Buy-side traders will need to carefully assess how to execute trades into the market in this environment. Lower volumes will not affect all CUSIPs equally. Market impact and block availability will be adversely affected for some issuers and sectors more than for others.
Getting a granular picture of liquidity pre-trade will be increasingly important in order to minimise these effects and to increase the chances of finding the right counterparty for executing large-in-scale trades.
There will potentially be fewer relative value trades available as inventories are held on to. Accessing primary issuance of bonds will be a key source of liquidity as secondary trading volumes reduce.
Finding the right trading protocol will be imperative for most buy-side desks. Accessing natural liquidity in all-to-all trading, and using negotiated protocols such as portfolio trading, will undoubtedly increase the efficiency of trading.
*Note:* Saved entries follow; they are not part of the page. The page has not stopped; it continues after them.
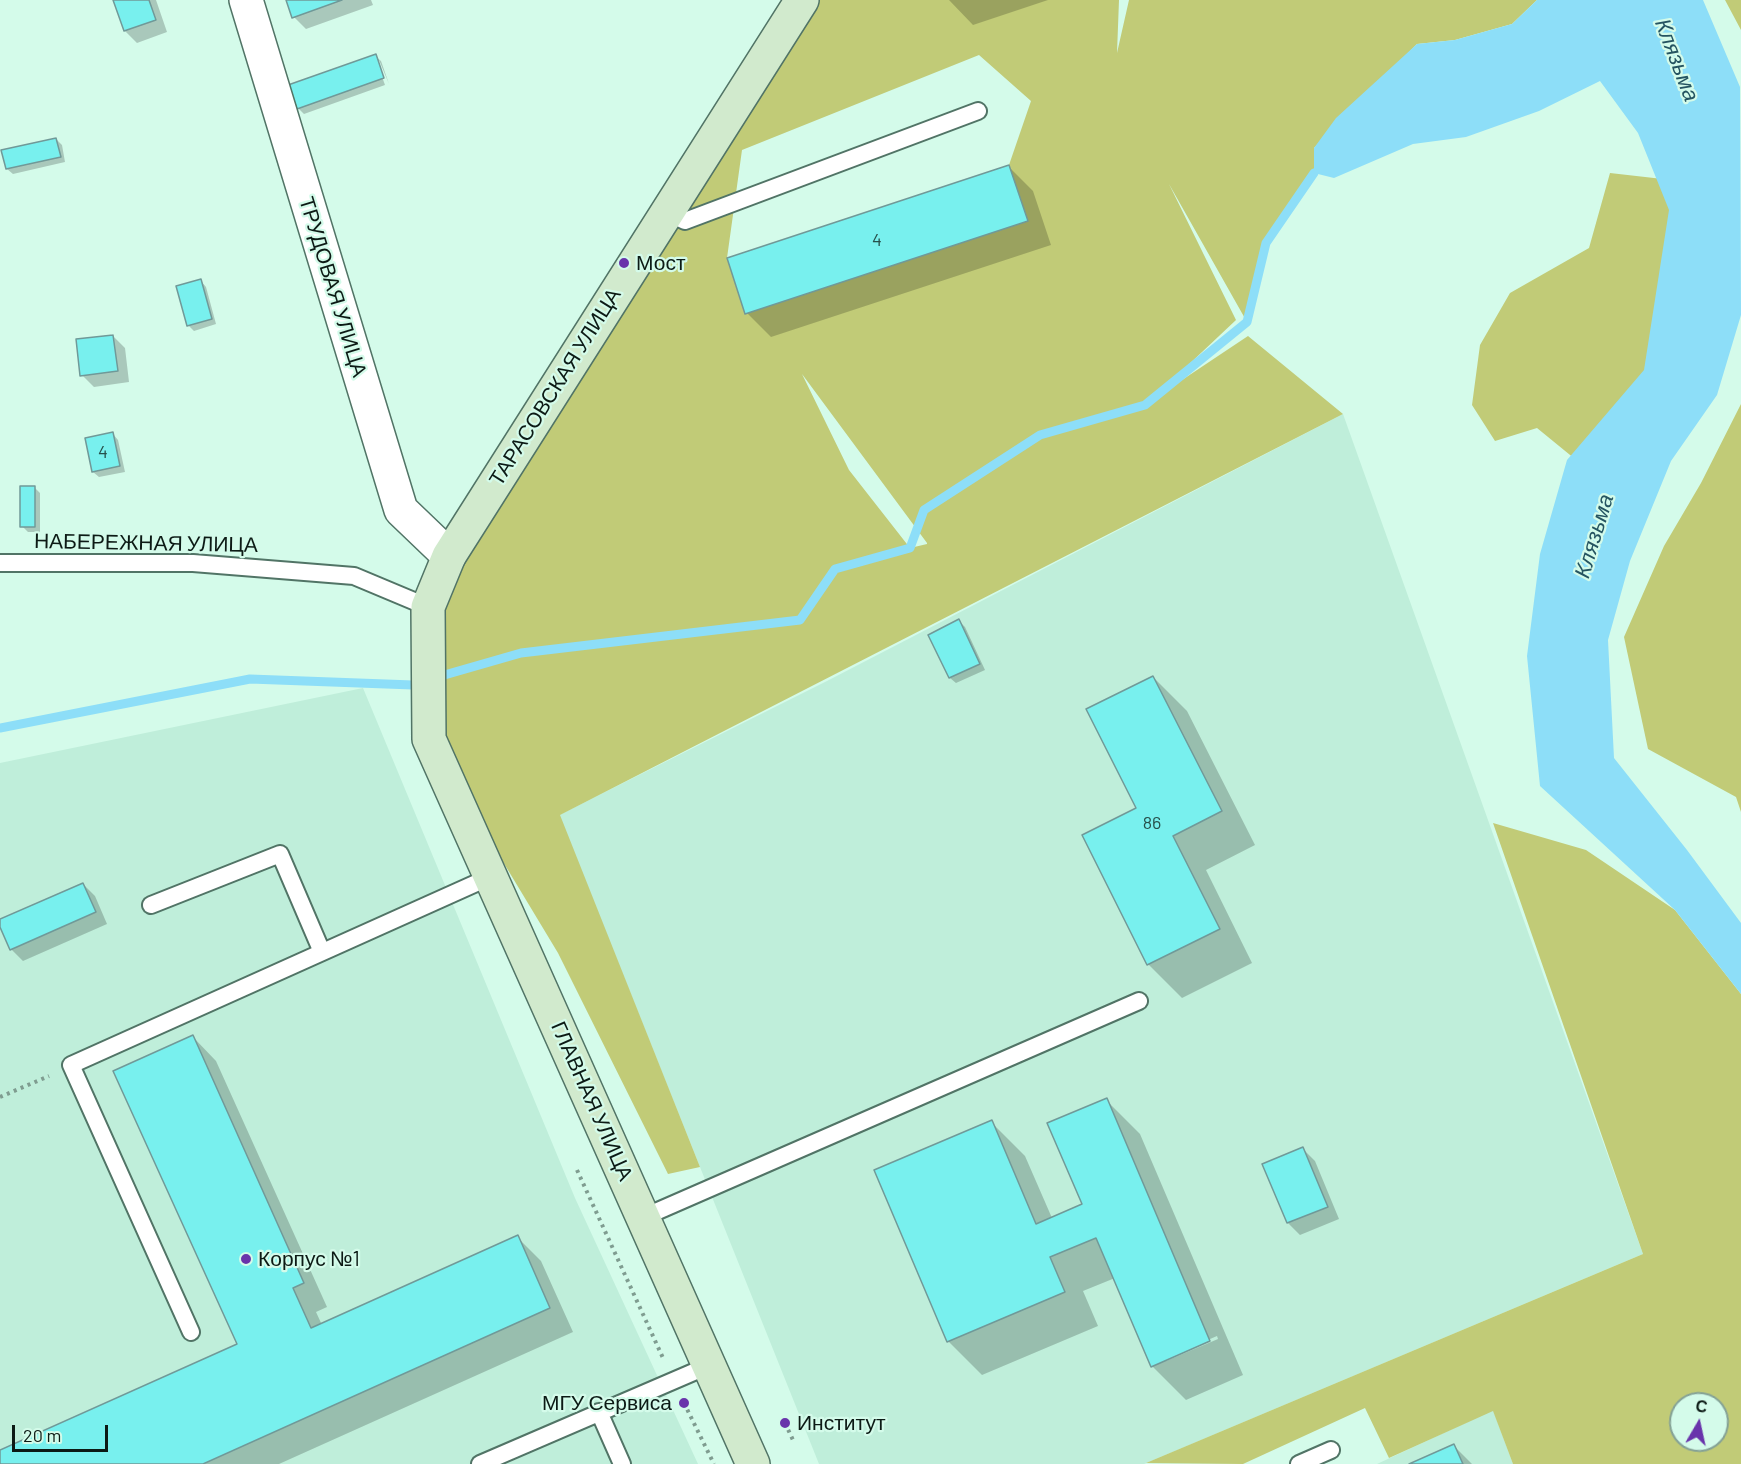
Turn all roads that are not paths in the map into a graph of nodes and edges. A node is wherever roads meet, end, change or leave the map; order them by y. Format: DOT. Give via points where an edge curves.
graph roads {
  1 [pos="246,0"];
  2 [pos="802,0"];
  3 [pos="978,111"];
  4 [pos="666,212"];
  5 [pos="449,556"];
  6 [pos="0,562"];
  7 [pos="428,607"];
  8 [pos="429,739"];
  9 [pos="492,876"];
  10 [pos="152,905"];
  11 [pos="322,952"];
  12 [pos="1139,1000"];
  13 [pos="644,1218"];
  14 [pos="191,1332"];
  15 [pos="710,1365"];
  16 [pos="600,1412"];
  17 [pos="1331,1450"];
  18 [pos="480,1464"];
  19 [pos="622,1464"];
  20 [pos="753,1464"];
  21 [pos="1299,1464"];
  1 -- 5 [label="street, ТРУДОВАЯ УЛИЦА" via="401,510"];
  2 -- 4 [label="main road, ТАРАСОВСКАЯ УЛИЦА"];
  3 -- 4 [label="lane" via="685,221"];
  4 -- 5 [label="main road, ТАРАСОВСКАЯ УЛИЦА"];
  5 -- 7 [label="main road, ТАРАСОВСКАЯ УЛИЦА"];
  6 -- 7 [label="lane, НАБЕРЕЖНАЯ УЛИЦА" via="193,562 354,576"];
  7 -- 8 [label="main road, ТАРАСОВСКАЯ УЛИЦА"];
  8 -- 9 [label="main road, ГЛАВНАЯ УЛИЦА"];
  9 -- 11 [label="lane"];
  9 -- 13 [label="main road, ГЛАВНАЯ УЛИЦА"];
  10 -- 11 [label="lane" via="280,854"];
  11 -- 14 [label="lane" via="71,1065"];
  12 -- 13 [label="lane"];
  13 -- 15 [label="main road, ГЛАВНАЯ УЛИЦА"];
  15 -- 16 [label="lane"];
  15 -- 20 [label="main road, ГЛАВНАЯ УЛИЦА"];
  16 -- 18 [label="lane"];
  16 -- 19 [label="lane"];
  17 -- 21 [label="lane"];
}
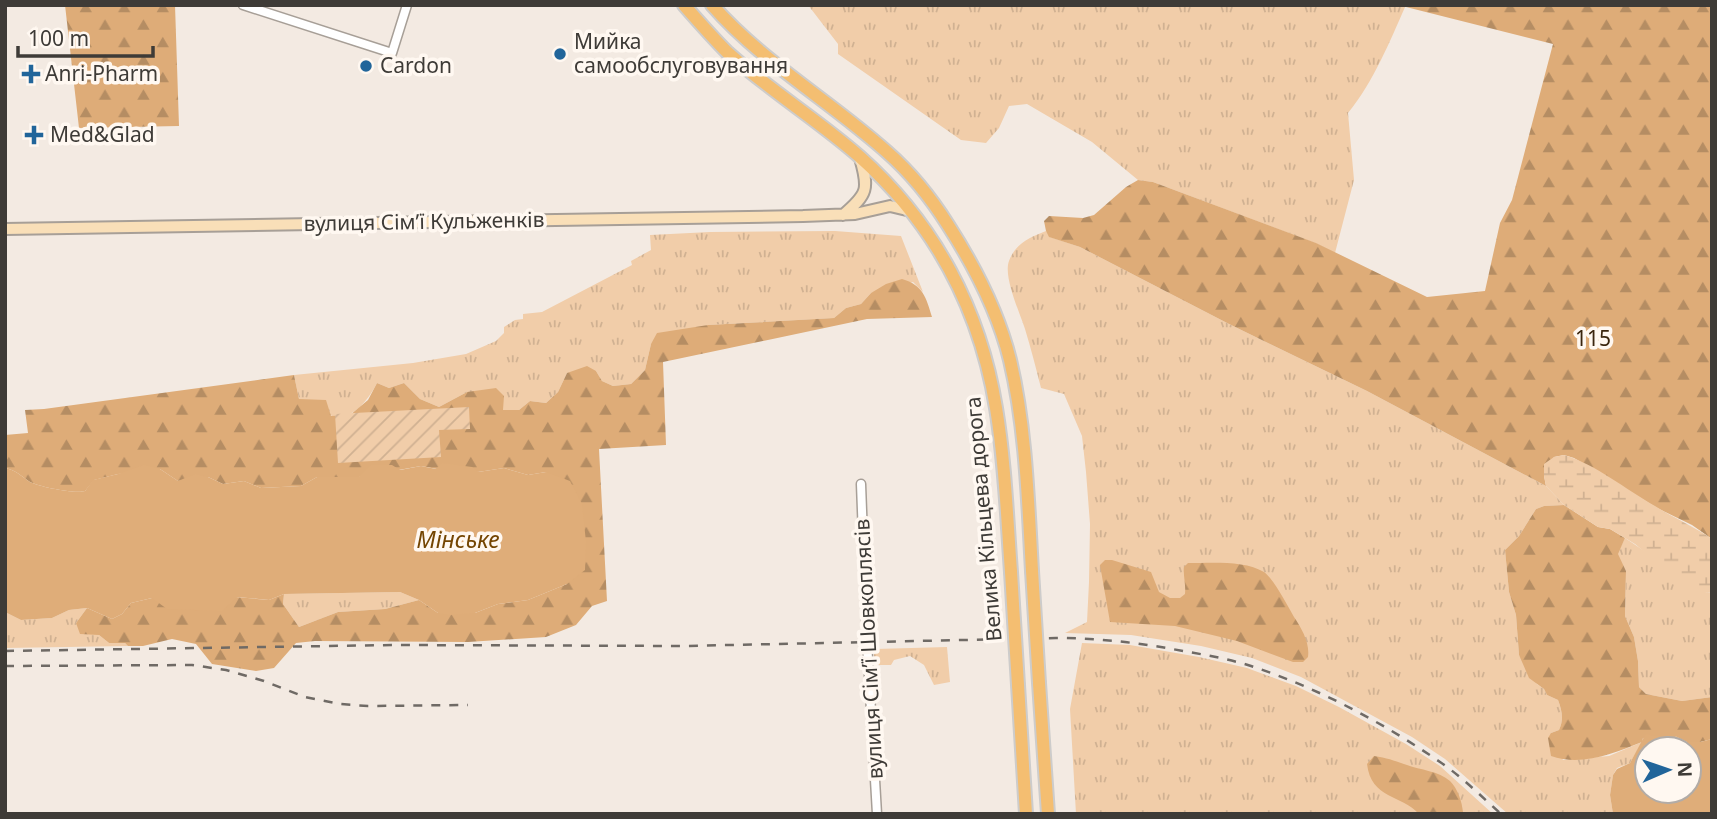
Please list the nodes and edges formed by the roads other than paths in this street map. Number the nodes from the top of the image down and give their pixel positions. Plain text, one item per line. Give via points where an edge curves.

If trade sizes are declining the potential to automate smaller, lower-touch trades will also be advantageous.
However, data will once again be paramount. Lower trading volumes equals less pricing data and that makes pre-trade assessment of investment opportunities harder. Any automated trading or price making will hinge upon the ability to benchmark prices against the wider market. A combination of composite and multiple pricing inputs will deliver real results to traders in this environment and that will pay-off in the quality of execution they can achieve.